*Exercise:* Each line of the material below is to be checked for "Сосніних"; the number of matching lines is the only output expected.
━━━ Data for review
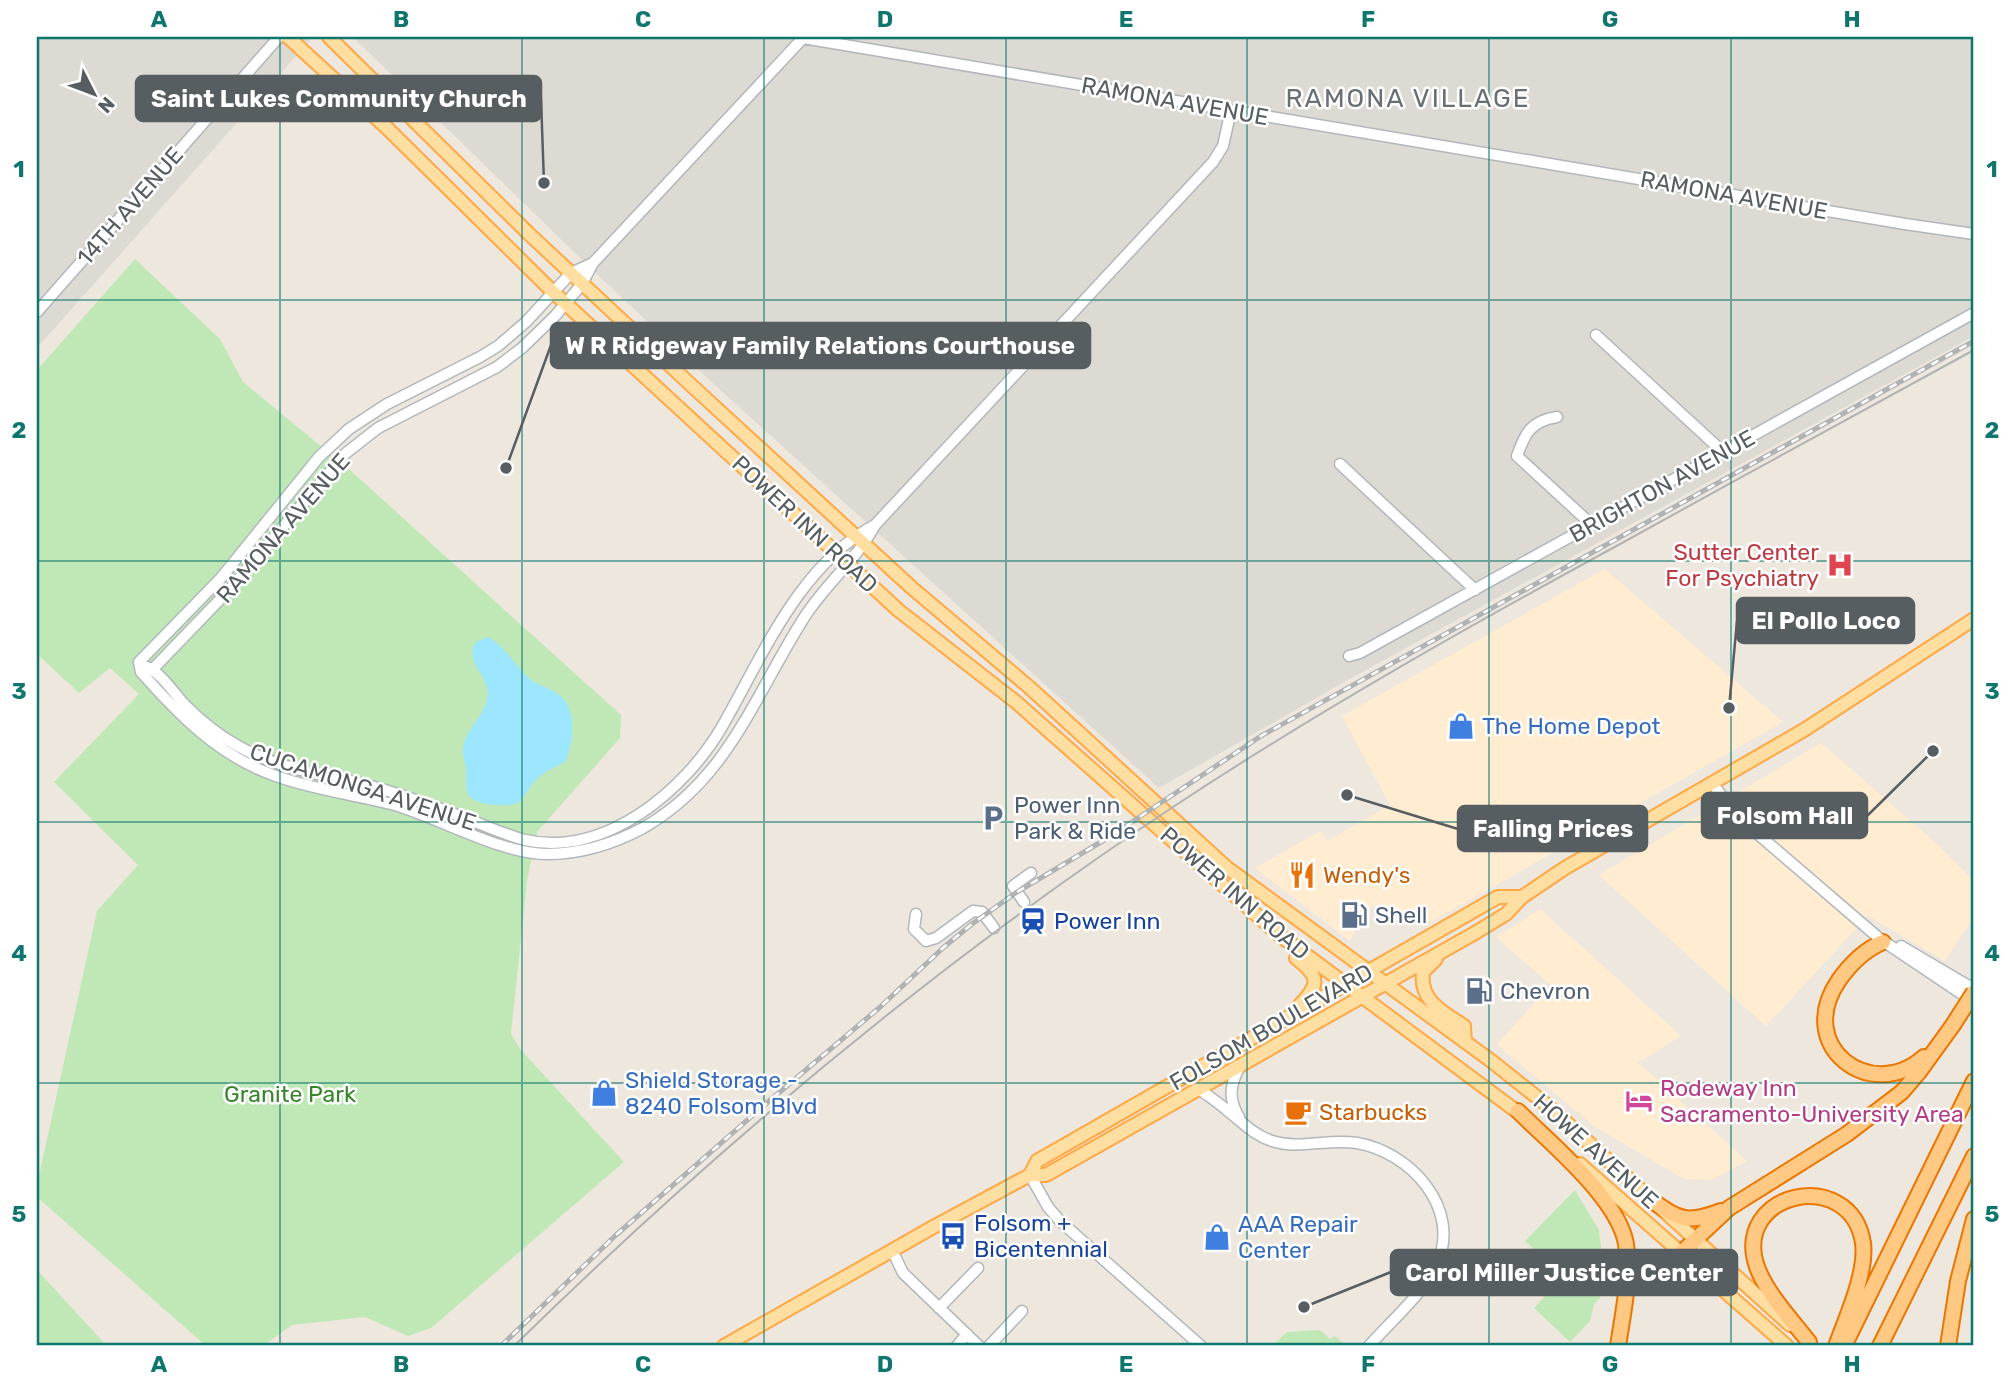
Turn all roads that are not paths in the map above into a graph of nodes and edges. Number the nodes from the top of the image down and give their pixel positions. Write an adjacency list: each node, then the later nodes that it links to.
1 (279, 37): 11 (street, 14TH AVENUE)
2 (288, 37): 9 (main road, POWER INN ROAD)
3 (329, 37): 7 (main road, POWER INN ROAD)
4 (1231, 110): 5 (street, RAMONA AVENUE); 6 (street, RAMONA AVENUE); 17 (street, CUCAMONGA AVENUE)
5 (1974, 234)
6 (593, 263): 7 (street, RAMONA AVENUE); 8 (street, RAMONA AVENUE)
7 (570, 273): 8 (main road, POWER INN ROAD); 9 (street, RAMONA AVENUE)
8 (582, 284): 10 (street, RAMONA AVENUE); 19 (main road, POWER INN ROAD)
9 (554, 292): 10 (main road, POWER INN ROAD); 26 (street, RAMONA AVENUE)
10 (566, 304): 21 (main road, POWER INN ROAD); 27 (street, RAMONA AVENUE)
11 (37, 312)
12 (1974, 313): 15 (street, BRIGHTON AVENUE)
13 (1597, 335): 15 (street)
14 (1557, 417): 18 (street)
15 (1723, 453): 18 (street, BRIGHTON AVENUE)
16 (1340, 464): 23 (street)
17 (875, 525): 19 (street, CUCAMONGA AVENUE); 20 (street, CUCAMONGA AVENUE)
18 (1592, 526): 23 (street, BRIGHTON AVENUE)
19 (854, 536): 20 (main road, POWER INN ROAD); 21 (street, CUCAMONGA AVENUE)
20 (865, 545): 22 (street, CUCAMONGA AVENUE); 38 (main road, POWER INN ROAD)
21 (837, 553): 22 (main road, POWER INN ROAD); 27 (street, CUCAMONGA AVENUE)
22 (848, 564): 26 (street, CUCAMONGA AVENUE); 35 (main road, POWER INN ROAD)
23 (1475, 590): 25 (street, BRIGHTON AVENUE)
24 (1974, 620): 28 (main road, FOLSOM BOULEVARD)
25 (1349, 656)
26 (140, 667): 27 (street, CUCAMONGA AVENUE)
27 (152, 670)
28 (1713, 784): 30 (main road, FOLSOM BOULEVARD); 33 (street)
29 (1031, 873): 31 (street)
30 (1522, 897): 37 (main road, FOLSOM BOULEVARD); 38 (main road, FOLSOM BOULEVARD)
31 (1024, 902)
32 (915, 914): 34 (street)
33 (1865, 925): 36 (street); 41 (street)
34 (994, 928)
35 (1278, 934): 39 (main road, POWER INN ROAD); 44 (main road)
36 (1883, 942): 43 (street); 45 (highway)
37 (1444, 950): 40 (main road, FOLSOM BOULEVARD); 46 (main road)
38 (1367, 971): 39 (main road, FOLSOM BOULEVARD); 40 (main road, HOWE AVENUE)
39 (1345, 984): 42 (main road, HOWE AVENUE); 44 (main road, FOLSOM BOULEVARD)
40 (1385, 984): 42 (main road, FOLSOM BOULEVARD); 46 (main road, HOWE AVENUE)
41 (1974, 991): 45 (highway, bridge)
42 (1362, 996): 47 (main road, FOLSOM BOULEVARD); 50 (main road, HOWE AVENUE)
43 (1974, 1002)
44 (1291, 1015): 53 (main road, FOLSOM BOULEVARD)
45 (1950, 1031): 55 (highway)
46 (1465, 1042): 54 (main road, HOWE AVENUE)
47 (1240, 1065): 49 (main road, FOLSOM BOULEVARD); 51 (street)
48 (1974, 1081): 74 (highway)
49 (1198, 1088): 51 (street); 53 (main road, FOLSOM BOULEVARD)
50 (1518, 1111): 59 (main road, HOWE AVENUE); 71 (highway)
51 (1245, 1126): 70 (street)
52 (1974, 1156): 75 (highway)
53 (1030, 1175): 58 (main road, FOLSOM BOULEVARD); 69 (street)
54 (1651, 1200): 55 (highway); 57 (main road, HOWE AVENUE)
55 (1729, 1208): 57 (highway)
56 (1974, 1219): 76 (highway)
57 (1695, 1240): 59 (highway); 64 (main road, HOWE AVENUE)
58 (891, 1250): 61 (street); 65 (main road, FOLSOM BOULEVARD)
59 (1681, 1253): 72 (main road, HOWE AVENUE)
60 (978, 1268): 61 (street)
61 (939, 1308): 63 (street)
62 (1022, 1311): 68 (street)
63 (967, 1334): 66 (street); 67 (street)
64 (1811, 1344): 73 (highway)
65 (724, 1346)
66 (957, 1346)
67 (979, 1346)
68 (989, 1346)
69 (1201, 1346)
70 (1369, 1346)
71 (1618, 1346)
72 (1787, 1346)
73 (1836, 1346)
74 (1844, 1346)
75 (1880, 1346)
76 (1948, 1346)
━━━━━━
━━━ Data for review
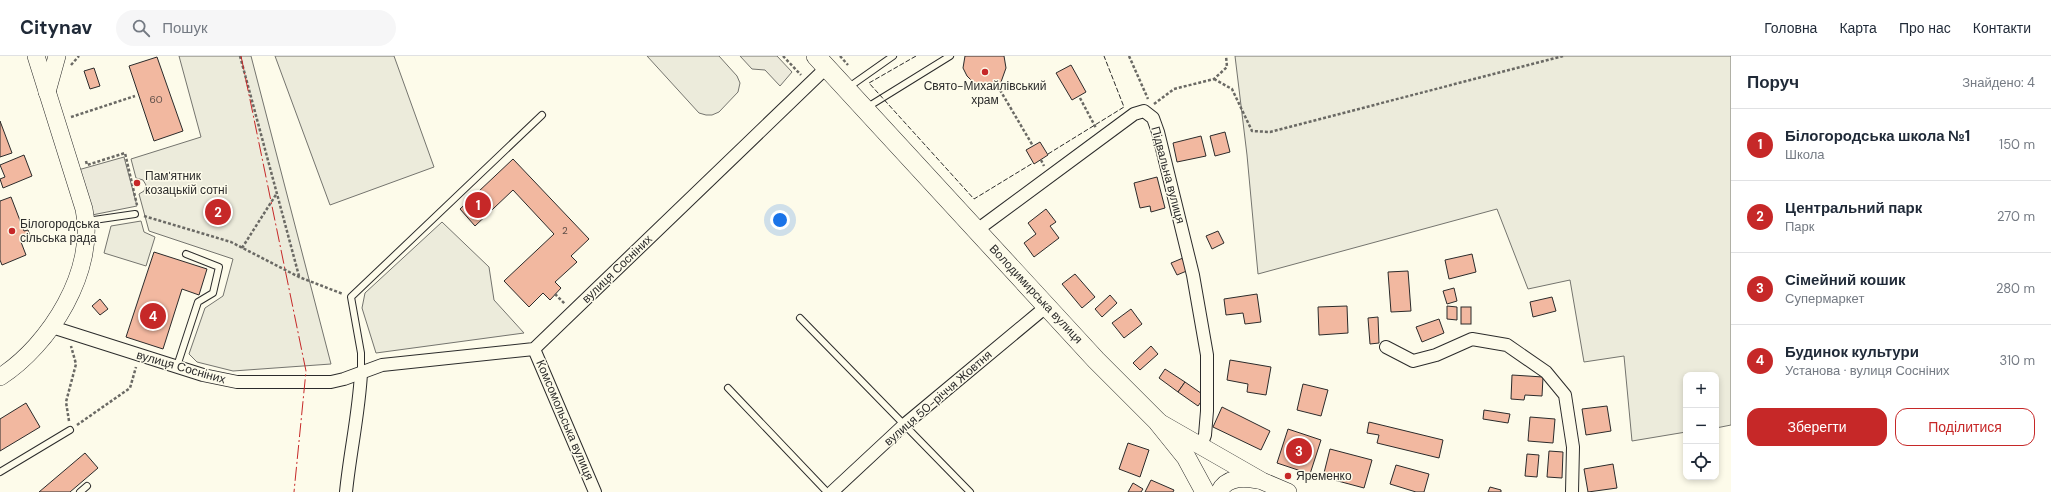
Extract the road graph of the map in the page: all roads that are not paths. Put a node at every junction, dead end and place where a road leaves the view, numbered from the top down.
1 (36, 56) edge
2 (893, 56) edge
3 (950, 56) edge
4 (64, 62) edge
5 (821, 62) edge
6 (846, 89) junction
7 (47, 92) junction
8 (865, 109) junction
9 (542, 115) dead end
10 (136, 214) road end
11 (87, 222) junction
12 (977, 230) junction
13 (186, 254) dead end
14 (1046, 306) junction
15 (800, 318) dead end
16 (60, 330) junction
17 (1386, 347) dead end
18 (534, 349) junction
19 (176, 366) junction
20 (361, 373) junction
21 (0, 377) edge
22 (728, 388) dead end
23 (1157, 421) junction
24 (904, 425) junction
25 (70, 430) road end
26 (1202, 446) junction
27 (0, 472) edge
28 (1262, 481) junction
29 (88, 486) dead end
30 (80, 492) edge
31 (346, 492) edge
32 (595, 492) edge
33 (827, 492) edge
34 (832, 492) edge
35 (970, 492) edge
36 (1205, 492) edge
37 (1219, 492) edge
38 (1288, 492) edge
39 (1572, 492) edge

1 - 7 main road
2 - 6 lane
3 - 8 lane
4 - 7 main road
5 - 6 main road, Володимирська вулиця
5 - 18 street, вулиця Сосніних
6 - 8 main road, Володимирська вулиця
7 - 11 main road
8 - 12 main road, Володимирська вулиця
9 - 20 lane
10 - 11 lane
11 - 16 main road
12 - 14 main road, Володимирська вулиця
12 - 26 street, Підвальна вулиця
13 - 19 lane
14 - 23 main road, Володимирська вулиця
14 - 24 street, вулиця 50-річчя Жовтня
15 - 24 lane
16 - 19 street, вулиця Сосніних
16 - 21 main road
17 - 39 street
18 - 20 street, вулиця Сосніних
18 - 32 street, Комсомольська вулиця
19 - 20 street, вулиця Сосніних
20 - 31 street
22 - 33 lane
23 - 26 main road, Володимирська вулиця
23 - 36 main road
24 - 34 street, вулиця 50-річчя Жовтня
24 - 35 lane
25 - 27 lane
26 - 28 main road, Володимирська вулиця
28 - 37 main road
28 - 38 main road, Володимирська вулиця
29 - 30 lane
━━━━━━
*Exercise solution:* 4